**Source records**
• • • • •

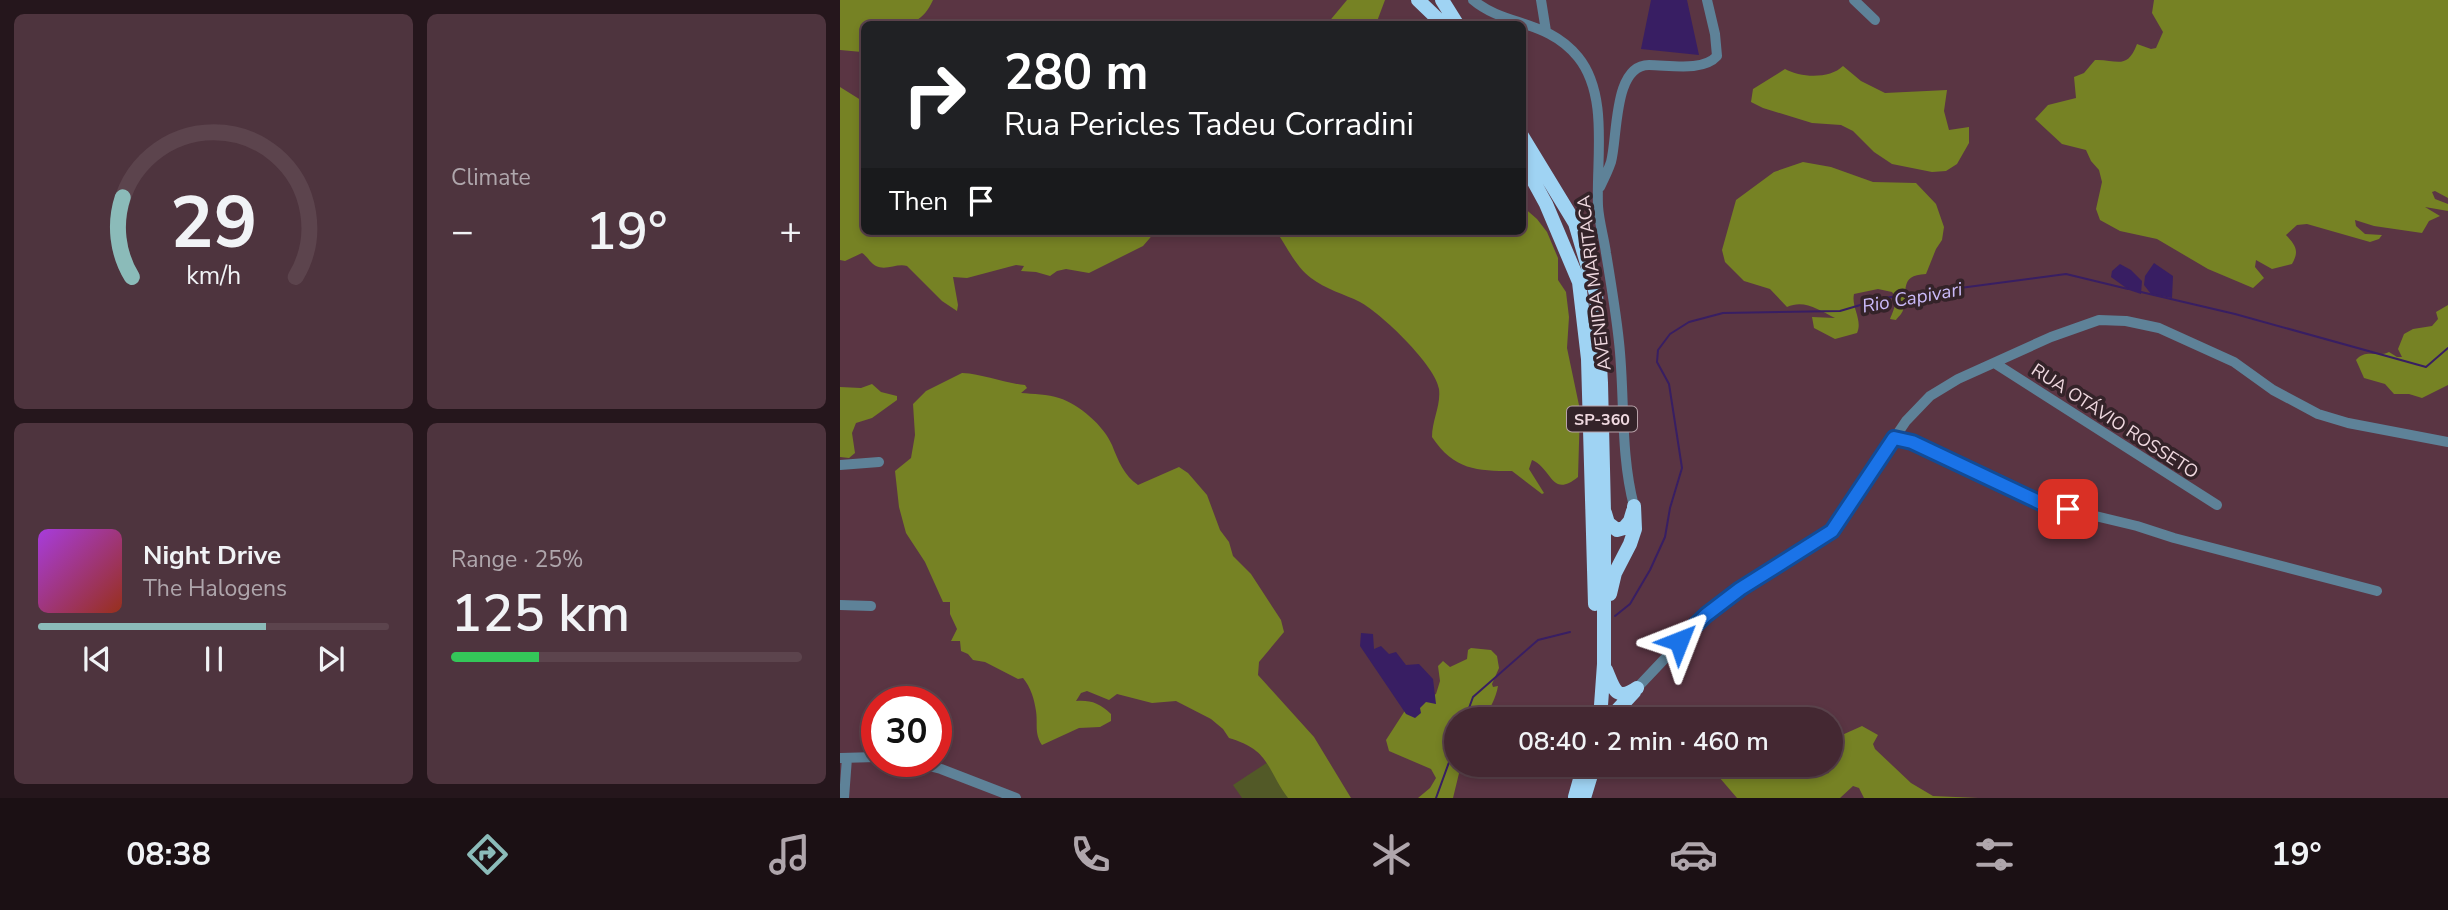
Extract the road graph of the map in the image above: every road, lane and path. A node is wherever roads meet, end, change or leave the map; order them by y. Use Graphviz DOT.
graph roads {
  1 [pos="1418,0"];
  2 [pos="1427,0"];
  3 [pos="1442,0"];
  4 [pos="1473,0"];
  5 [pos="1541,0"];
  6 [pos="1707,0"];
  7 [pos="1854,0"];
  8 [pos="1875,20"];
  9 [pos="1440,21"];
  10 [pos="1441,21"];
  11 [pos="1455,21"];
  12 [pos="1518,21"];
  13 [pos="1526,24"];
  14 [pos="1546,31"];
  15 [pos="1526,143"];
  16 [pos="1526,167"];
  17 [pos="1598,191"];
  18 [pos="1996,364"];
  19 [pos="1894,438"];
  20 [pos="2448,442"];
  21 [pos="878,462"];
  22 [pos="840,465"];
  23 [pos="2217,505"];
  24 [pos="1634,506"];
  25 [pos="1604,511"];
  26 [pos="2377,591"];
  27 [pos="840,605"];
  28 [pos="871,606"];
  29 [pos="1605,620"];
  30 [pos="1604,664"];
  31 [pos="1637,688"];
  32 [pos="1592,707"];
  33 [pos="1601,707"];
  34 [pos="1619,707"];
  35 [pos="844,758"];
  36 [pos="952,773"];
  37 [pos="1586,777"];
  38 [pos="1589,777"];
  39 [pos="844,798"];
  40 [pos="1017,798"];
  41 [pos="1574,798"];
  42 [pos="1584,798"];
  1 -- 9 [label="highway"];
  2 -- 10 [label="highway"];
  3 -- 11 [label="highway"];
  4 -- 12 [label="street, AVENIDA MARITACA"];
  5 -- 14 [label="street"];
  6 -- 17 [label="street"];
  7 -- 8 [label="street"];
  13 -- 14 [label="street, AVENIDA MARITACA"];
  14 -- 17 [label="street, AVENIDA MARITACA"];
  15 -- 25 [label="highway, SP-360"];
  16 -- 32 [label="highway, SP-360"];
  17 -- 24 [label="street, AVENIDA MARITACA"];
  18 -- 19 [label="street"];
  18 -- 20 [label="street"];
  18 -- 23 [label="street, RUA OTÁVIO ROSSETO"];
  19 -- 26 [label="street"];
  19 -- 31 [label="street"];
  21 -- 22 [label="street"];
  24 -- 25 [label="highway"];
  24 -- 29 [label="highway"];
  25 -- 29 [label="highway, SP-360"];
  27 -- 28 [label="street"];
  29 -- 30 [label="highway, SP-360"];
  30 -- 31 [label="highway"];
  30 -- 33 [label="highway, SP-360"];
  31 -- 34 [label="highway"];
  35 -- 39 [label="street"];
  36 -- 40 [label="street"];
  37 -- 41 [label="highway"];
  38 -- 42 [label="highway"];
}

• • • • •

All of the data needs repeating exactly, but the pictures do not.

**Task response**
Extract the road graph of the map in the image above: every road, lane and path. A node is wherever roads meet, end, change or leave the map; order them by y. Use Graphviz DOT.
graph roads {
  1 [pos="1418,0"];
  2 [pos="1427,0"];
  3 [pos="1442,0"];
  4 [pos="1473,0"];
  5 [pos="1541,0"];
  6 [pos="1707,0"];
  7 [pos="1854,0"];
  8 [pos="1875,20"];
  9 [pos="1440,21"];
  10 [pos="1441,21"];
  11 [pos="1455,21"];
  12 [pos="1518,21"];
  13 [pos="1526,24"];
  14 [pos="1546,31"];
  15 [pos="1526,143"];
  16 [pos="1526,167"];
  17 [pos="1598,191"];
  18 [pos="1996,364"];
  19 [pos="1894,438"];
  20 [pos="2448,442"];
  21 [pos="878,462"];
  22 [pos="840,465"];
  23 [pos="2217,505"];
  24 [pos="1634,506"];
  25 [pos="1604,511"];
  26 [pos="2377,591"];
  27 [pos="840,605"];
  28 [pos="871,606"];
  29 [pos="1605,620"];
  30 [pos="1604,664"];
  31 [pos="1637,688"];
  32 [pos="1592,707"];
  33 [pos="1601,707"];
  34 [pos="1619,707"];
  35 [pos="844,758"];
  36 [pos="952,773"];
  37 [pos="1586,777"];
  38 [pos="1589,777"];
  39 [pos="844,798"];
  40 [pos="1017,798"];
  41 [pos="1574,798"];
  42 [pos="1584,798"];
  1 -- 9 [label="highway"];
  2 -- 10 [label="highway"];
  3 -- 11 [label="highway"];
  4 -- 12 [label="street, AVENIDA MARITACA"];
  5 -- 14 [label="street"];
  6 -- 17 [label="street"];
  7 -- 8 [label="street"];
  13 -- 14 [label="street, AVENIDA MARITACA"];
  14 -- 17 [label="street, AVENIDA MARITACA"];
  15 -- 25 [label="highway, SP-360"];
  16 -- 32 [label="highway, SP-360"];
  17 -- 24 [label="street, AVENIDA MARITACA"];
  18 -- 19 [label="street"];
  18 -- 20 [label="street"];
  18 -- 23 [label="street, RUA OTÁVIO ROSSETO"];
  19 -- 26 [label="street"];
  19 -- 31 [label="street"];
  21 -- 22 [label="street"];
  24 -- 25 [label="highway"];
  24 -- 29 [label="highway"];
  25 -- 29 [label="highway, SP-360"];
  27 -- 28 [label="street"];
  29 -- 30 [label="highway, SP-360"];
  30 -- 31 [label="highway"];
  30 -- 33 [label="highway, SP-360"];
  31 -- 34 [label="highway"];
  35 -- 39 [label="street"];
  36 -- 40 [label="street"];
  37 -- 41 [label="highway"];
  38 -- 42 [label="highway"];
}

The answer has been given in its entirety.